MIT fraternities and sanctions

The DU case differed in several ways from other MIT fraternity suspensions in recent years.

In 2010, the Interfraternity Council (IFC), which is a student-run organization that represents and oversees MIT’s 25 fraternities, received a document from an anonymous source outlining questionable activities in Phi Beta Epsilon’s new member activities. The IFC judicial committee initially placed a 10-year expulsion on the chapter, but later approved an appeal that brought the punishment down to a four-year suspension.

An agreement between MIT and Phi Beta Epsilon in 2011 further relaxed the terms of the suspension, allowing members to stay in the house under probation and to recruit new members starting in the fall of 2012.

Then in 2013, a brother of the Phi Sigma Kappa fraternity fell four stories through a skylight during a party and sustained several injuries.

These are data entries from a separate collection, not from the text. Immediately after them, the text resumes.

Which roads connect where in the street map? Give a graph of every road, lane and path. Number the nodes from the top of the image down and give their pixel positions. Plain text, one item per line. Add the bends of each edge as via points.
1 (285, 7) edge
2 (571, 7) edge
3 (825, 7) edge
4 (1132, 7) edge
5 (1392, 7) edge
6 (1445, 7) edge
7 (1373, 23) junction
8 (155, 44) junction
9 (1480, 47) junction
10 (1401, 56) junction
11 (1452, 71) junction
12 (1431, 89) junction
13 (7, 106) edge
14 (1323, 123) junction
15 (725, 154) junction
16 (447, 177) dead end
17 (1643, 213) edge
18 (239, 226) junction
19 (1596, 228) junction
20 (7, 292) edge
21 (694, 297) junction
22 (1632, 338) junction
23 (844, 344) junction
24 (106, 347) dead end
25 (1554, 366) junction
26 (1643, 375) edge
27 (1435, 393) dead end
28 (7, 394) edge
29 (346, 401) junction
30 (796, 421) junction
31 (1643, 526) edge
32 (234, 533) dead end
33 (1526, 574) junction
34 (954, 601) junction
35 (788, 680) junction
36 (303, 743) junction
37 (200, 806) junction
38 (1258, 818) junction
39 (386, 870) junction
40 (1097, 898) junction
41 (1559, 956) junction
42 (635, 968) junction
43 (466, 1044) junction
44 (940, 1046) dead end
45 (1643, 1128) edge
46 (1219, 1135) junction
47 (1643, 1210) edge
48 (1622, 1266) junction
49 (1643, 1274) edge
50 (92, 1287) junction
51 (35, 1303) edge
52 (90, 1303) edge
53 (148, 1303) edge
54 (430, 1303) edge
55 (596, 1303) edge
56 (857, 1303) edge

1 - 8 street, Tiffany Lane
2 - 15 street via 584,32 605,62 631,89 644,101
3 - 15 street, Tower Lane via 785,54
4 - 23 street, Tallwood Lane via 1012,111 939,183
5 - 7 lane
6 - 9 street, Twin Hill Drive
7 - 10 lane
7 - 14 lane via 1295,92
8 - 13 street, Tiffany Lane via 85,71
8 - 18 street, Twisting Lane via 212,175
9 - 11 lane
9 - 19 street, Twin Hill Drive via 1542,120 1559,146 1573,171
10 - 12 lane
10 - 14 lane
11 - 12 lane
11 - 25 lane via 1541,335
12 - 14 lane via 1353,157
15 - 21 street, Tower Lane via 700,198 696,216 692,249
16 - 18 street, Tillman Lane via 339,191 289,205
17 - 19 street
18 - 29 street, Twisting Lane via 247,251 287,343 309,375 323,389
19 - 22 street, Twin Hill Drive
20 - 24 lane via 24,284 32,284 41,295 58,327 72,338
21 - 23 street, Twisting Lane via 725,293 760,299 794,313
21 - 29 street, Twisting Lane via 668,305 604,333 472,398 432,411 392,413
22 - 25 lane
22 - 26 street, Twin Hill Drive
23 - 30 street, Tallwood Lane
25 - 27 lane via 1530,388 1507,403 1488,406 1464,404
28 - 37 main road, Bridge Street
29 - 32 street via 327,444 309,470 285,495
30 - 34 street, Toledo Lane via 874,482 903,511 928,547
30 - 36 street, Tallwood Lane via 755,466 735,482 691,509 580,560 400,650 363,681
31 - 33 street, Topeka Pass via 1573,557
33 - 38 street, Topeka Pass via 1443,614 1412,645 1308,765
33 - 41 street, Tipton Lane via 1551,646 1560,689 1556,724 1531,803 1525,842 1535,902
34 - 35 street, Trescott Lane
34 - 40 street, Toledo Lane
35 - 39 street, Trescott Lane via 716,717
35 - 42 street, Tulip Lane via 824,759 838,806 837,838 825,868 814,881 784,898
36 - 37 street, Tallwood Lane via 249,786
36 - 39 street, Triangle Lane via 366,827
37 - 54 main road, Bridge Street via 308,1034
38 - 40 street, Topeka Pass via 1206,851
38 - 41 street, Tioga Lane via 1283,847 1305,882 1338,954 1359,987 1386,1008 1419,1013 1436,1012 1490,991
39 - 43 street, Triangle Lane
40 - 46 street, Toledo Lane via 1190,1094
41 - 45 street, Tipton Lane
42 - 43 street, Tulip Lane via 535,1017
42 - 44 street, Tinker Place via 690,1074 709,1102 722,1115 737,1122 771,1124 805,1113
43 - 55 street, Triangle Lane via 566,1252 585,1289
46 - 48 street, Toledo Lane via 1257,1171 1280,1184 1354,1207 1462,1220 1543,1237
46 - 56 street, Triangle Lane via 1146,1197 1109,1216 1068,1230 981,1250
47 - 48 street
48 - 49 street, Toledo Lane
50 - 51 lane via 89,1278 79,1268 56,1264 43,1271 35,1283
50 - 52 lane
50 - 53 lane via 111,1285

Phi Sig was not suspended and was only placed on probation by the IFC judicial committee and subjected to alcohol inspections.

Before 2014, all cases like the ones above were handled by the IFC’s judicial committee, which held its own hearings and determined the appropriate sanctions.

That changed with an IFC bylaw amendment that went into effect on January 2014. No longer is the IFC responsible for investigating or punishing hazing or sexual assault allegations. Instead, those cases fall under the purview of MIT’s Committee on Discipline.

Delta Upsilon was the first fraternity to have its investigation since the bylaw change that transferred responsibility for such cases from the IFC to MIT.

Similarly, Lambda Chi Alpha was suspended by its national chapter rather than MIT after a woman fell and injured herself at a party at the fraternity in September, though the national organization did not attribute the suspension to that incident specifically. In response, MIT then derecognized LCA.